“Landfall”, un art de la dislocation
Lieu “culturel, philosophique et festif”, le Pavillon de Romainville accueillait aujourd’hui, dans le cadre du festival Faits d’hiver, Landfall, création de la chorégraphe Erika Zueneli.
Entre immobilité et mouvement
Le “landfall”, c’est ce moment désarçonnant où l’on atterrit après un vol en avion. Cette impression de déséquilibre liée au retour au sol est au cœur des recherches du spectacle Landfall.
Pour faire éprouver au public ce sentiment désarmant, la chorégraphe a réuni sur le plateau dix danseurs et danseuses. Ensemble et séparément, iels dessinent des tableaux qui défilent à toute allure, en constante reconfiguration. Au son d’un gong, une danseuse ou un danseur quitte sa posture pour courir derrière une toile blanche et recomposer ce tableau à l’infini.
Cette dialectique entre l’immobilité et le mouvement que figure le déséquilibre fait également l’objet d’un traitement comique et malicieux. Ainsi en est-il de l’usage des voix, qui entament comme malgré elles des logorrhées maladroites.
Un art de la dislocation
Cette impression de mouvement involontaire est au cœur de la deuxième partie du spectacle, qui voit le rythme s’accélérer. Ce changement a pour corollaire un sentiment de dislocation, les artistes semblant régi.e.s par des membres qui leur échappent, gouvernés seulement par une musique qui a alors partie liée avec celle du joueur de flûte de Hamelin. La saccade, omniprésente dans cette deuxième partie, fait figure de métaphore de cette désarticulation.

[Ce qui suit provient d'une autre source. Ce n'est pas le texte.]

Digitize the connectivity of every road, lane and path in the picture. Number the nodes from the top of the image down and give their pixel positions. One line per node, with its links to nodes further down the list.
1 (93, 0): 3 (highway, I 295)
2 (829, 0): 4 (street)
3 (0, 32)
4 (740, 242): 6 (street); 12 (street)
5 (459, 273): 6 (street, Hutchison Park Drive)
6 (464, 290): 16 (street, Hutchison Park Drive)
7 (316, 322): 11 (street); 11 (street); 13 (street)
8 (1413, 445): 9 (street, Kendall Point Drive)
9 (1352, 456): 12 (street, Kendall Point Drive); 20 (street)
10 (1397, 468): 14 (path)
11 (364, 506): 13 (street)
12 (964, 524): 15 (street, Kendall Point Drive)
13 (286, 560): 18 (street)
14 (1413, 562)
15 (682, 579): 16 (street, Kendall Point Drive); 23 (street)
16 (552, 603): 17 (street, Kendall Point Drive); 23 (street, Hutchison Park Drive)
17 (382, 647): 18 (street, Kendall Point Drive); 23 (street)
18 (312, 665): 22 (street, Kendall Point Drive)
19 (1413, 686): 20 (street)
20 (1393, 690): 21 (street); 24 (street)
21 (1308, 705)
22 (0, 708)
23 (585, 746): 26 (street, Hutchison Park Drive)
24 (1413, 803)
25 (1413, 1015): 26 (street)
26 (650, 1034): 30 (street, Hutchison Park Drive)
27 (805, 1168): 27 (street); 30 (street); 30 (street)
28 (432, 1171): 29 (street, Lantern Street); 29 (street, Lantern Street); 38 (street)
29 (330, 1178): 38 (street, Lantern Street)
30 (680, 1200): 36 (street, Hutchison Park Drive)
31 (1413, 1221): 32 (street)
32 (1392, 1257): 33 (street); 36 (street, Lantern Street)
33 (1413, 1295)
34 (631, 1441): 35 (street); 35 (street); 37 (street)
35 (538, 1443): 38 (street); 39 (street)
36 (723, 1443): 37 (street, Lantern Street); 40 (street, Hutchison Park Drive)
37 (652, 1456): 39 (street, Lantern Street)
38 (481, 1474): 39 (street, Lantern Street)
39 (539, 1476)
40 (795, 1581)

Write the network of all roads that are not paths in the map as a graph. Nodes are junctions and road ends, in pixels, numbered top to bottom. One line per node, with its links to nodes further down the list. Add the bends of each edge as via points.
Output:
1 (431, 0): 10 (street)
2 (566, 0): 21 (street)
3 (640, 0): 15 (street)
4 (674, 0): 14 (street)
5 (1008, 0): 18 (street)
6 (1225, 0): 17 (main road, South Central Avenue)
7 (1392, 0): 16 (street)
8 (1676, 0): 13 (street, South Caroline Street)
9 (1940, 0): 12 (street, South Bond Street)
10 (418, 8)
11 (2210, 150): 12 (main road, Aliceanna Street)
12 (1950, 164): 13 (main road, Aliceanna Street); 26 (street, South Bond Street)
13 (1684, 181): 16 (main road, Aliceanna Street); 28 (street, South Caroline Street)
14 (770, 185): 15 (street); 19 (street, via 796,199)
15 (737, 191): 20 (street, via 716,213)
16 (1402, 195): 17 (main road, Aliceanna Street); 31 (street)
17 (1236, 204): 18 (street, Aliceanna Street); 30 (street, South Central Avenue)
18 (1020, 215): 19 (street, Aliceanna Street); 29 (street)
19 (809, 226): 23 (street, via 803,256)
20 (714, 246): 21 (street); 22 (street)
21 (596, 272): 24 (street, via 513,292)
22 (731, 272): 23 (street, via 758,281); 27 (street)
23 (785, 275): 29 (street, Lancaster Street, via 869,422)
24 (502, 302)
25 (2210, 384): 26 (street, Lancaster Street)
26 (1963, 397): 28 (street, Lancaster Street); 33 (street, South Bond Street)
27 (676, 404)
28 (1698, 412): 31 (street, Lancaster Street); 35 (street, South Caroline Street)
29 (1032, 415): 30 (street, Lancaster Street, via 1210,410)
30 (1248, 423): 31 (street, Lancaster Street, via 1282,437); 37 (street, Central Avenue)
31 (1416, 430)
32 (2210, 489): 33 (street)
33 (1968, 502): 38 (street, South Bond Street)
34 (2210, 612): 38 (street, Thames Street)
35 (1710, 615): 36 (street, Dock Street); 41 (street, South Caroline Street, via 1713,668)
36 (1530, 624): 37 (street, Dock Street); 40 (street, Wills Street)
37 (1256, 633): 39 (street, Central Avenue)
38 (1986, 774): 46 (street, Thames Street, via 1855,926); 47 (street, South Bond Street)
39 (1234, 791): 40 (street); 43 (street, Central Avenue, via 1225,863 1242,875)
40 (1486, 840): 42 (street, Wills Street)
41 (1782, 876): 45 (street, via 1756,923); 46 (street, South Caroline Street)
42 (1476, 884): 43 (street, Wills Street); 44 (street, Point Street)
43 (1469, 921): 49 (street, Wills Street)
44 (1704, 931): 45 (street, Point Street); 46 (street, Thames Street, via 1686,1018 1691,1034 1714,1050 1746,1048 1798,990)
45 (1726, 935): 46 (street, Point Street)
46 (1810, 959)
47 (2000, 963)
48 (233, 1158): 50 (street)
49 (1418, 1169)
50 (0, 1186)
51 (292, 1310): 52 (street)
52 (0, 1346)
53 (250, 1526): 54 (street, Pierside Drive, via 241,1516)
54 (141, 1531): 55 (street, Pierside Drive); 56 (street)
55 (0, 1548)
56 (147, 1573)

La dislocation régit également le groupe, qui passe sans solution de continuité du solo à la pièce chorale. Il s’agirait alors précisément de se demander comment “faire groupe” quand on est ainsi disloqué. A la manière d’un atome, la troupe voit toujours l’un ou l’une faire bande à part, tel un électron libre. Cette sempiternelle recherche d’un ailleurs participe de cette sensation de déséquilibre, de point nodal où tout semble encore pouvoir se jouer. Il en ressort une joyeuse impression de liberté, qui déteint sur le public.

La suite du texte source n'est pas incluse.